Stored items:
● ● ● ●

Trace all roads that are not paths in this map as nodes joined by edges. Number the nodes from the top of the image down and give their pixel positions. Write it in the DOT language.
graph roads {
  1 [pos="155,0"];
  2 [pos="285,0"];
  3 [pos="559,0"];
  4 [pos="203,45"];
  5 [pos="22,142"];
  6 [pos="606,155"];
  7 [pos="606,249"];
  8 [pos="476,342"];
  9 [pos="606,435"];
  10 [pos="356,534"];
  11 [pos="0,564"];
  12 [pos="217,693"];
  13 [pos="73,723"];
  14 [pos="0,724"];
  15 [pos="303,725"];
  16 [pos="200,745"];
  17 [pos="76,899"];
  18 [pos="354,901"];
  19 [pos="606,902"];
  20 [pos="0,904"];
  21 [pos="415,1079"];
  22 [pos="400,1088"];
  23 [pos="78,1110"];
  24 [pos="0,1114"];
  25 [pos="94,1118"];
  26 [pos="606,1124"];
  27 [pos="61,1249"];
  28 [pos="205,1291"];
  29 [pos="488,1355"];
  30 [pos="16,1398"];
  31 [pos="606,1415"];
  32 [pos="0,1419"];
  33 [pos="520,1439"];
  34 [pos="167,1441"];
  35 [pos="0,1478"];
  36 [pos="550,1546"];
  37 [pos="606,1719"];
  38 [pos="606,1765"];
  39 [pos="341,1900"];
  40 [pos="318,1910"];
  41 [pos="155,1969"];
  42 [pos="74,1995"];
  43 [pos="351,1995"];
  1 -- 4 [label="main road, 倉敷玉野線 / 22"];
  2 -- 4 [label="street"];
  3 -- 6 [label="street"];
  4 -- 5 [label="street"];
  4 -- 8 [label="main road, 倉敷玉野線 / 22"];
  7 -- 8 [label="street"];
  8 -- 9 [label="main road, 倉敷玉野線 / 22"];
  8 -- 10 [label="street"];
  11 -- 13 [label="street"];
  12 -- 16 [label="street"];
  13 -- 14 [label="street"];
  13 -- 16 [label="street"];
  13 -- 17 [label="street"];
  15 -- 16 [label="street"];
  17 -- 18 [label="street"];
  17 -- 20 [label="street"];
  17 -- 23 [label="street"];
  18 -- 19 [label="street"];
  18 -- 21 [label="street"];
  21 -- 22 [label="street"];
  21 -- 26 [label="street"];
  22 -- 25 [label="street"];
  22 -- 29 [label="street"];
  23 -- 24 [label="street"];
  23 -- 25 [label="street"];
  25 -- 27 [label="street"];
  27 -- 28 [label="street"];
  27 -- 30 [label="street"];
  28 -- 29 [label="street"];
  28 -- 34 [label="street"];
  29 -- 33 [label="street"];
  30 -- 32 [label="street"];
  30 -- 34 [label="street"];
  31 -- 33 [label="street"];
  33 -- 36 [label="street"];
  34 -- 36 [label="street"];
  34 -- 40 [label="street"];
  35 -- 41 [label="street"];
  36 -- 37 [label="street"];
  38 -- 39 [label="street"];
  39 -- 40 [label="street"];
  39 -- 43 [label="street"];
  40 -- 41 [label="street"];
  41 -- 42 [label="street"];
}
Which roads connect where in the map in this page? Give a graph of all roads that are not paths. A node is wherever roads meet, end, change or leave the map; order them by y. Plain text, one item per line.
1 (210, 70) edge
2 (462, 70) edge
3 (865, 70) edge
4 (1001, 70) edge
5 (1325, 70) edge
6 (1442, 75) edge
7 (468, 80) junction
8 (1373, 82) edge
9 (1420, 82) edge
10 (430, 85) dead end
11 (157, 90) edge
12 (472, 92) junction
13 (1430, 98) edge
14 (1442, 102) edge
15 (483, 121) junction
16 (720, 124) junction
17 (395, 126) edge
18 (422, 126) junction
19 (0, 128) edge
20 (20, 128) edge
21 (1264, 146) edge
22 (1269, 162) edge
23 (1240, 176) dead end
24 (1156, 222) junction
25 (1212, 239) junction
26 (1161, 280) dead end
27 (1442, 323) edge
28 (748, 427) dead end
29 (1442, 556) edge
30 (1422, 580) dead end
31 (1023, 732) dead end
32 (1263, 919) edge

● ● ● ●

Copy all records verbatim.

Trace all roads that are not paths in this map as nodes joined by edges. Number the nodes from the top of the image down and give their pixel positions. Write it in the DOT language.
graph roads {
  1 [pos="155,0"];
  2 [pos="285,0"];
  3 [pos="559,0"];
  4 [pos="203,45"];
  5 [pos="22,142"];
  6 [pos="606,155"];
  7 [pos="606,249"];
  8 [pos="476,342"];
  9 [pos="606,435"];
  10 [pos="356,534"];
  11 [pos="0,564"];
  12 [pos="217,693"];
  13 [pos="73,723"];
  14 [pos="0,724"];
  15 [pos="303,725"];
  16 [pos="200,745"];
  17 [pos="76,899"];
  18 [pos="354,901"];
  19 [pos="606,902"];
  20 [pos="0,904"];
  21 [pos="415,1079"];
  22 [pos="400,1088"];
  23 [pos="78,1110"];
  24 [pos="0,1114"];
  25 [pos="94,1118"];
  26 [pos="606,1124"];
  27 [pos="61,1249"];
  28 [pos="205,1291"];
  29 [pos="488,1355"];
  30 [pos="16,1398"];
  31 [pos="606,1415"];
  32 [pos="0,1419"];
  33 [pos="520,1439"];
  34 [pos="167,1441"];
  35 [pos="0,1478"];
  36 [pos="550,1546"];
  37 [pos="606,1719"];
  38 [pos="606,1765"];
  39 [pos="341,1900"];
  40 [pos="318,1910"];
  41 [pos="155,1969"];
  42 [pos="74,1995"];
  43 [pos="351,1995"];
  1 -- 4 [label="main road, 倉敷玉野線 / 22"];
  2 -- 4 [label="street"];
  3 -- 6 [label="street"];
  4 -- 5 [label="street"];
  4 -- 8 [label="main road, 倉敷玉野線 / 22"];
  7 -- 8 [label="street"];
  8 -- 9 [label="main road, 倉敷玉野線 / 22"];
  8 -- 10 [label="street"];
  11 -- 13 [label="street"];
  12 -- 16 [label="street"];
  13 -- 14 [label="street"];
  13 -- 16 [label="street"];
  13 -- 17 [label="street"];
  15 -- 16 [label="street"];
  17 -- 18 [label="street"];
  17 -- 20 [label="street"];
  17 -- 23 [label="street"];
  18 -- 19 [label="street"];
  18 -- 21 [label="street"];
  21 -- 22 [label="street"];
  21 -- 26 [label="street"];
  22 -- 25 [label="street"];
  22 -- 29 [label="street"];
  23 -- 24 [label="street"];
  23 -- 25 [label="street"];
  25 -- 27 [label="street"];
  27 -- 28 [label="street"];
  27 -- 30 [label="street"];
  28 -- 29 [label="street"];
  28 -- 34 [label="street"];
  29 -- 33 [label="street"];
  30 -- 32 [label="street"];
  30 -- 34 [label="street"];
  31 -- 33 [label="street"];
  33 -- 36 [label="street"];
  34 -- 36 [label="street"];
  34 -- 40 [label="street"];
  35 -- 41 [label="street"];
  36 -- 37 [label="street"];
  38 -- 39 [label="street"];
  39 -- 40 [label="street"];
  39 -- 43 [label="street"];
  40 -- 41 [label="street"];
  41 -- 42 [label="street"];
}
Which roads connect where in the map in this page? Give a graph of all roads that are not paths. A node is wherever roads meet, end, change or leave the map; order them by y. Plain text, one item per line.
1 (210, 70) edge
2 (462, 70) edge
3 (865, 70) edge
4 (1001, 70) edge
5 (1325, 70) edge
6 (1442, 75) edge
7 (468, 80) junction
8 (1373, 82) edge
9 (1420, 82) edge
10 (430, 85) dead end
11 (157, 90) edge
12 (472, 92) junction
13 (1430, 98) edge
14 (1442, 102) edge
15 (483, 121) junction
16 (720, 124) junction
17 (395, 126) edge
18 (422, 126) junction
19 (0, 128) edge
20 (20, 128) edge
21 (1264, 146) edge
22 (1269, 162) edge
23 (1240, 176) dead end
24 (1156, 222) junction
25 (1212, 239) junction
26 (1161, 280) dead end
27 (1442, 323) edge
28 (748, 427) dead end
29 (1442, 556) edge
30 (1422, 580) dead end
31 (1023, 732) dead end
32 (1263, 919) edge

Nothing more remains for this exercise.